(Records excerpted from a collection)
* * *

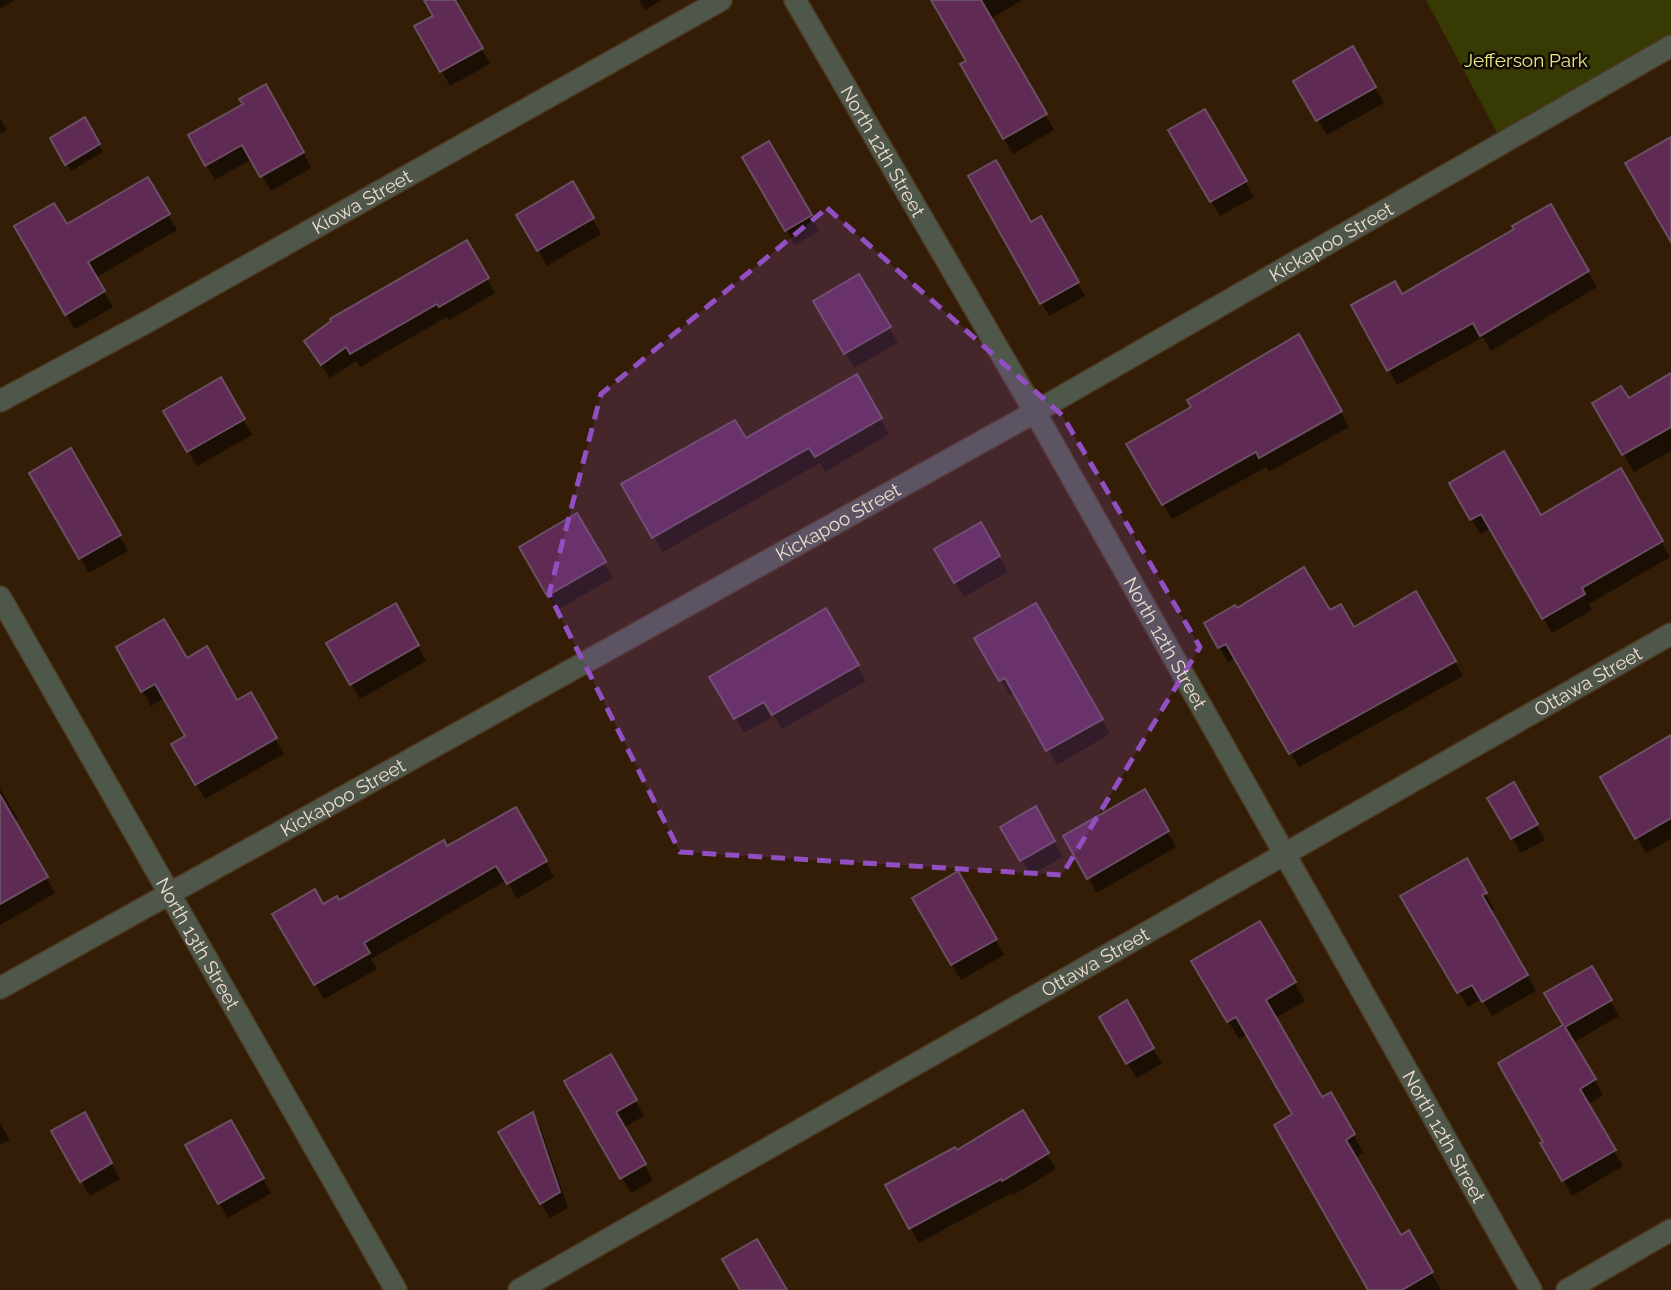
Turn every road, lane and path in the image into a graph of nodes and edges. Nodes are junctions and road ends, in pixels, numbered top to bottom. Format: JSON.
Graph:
{"nodes":[{"id":1,"x":721,"y":0,"type":"edge"},
{"id":2,"x":795,"y":0,"type":"edge"},
{"id":3,"x":1671,"y":46,"type":"edge"},
{"id":4,"x":0,"y":401,"type":"edge"},
{"id":5,"x":1035,"y":412,"type":"junction"},
{"id":6,"x":0,"y":597,"type":"edge"},
{"id":7,"x":1671,"y":634,"type":"edge"},
{"id":8,"x":1284,"y":853,"type":"junction"},
{"id":9,"x":169,"y":895,"type":"junction"},
{"id":10,"x":0,"y":988,"type":"edge"},
{"id":11,"x":1671,"y":1230,"type":"edge"},
{"id":12,"x":396,"y":1290,"type":"edge"},
{"id":13,"x":519,"y":1290,"type":"edge"},
{"id":14,"x":1531,"y":1290,"type":"edge"},
{"id":15,"x":1567,"y":1290,"type":"edge"}],
"edges":[{"from":1,"to":4,"type":"street","name":"Kiowa Street"},
{"from":2,"to":5,"type":"street","name":"North 12th Street"},
{"from":3,"to":5,"type":"street","name":"Kickapoo Street"},
{"from":5,"to":8,"type":"street","name":"North 12th Street"},
{"from":5,"to":9,"type":"street","name":"Kickapoo Street"},
{"from":6,"to":9,"type":"street","name":"North 13th Street"},
{"from":7,"to":8,"type":"street","name":"Ottawa Street"},
{"from":8,"to":13,"type":"street","name":"Ottawa Street"},
{"from":8,"to":14,"type":"street","name":"North 12th Street"},
{"from":9,"to":10,"type":"street","name":"Kickapoo Street"},
{"from":9,"to":12,"type":"street","name":"North 13th Street"},
{"from":11,"to":15,"type":"street"}]}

* * *

Your instructions:
Take each line above that contains "nodes" and copy it out.

Response:
Turn every road, lane and path in the image into a graph of nodes and edges. Nodes are junctions and road ends, in pixels, numbered top to bottom. Format: JSON.
{"nodes":[{"id":1,"x":721,"y":0,"type":"edge"},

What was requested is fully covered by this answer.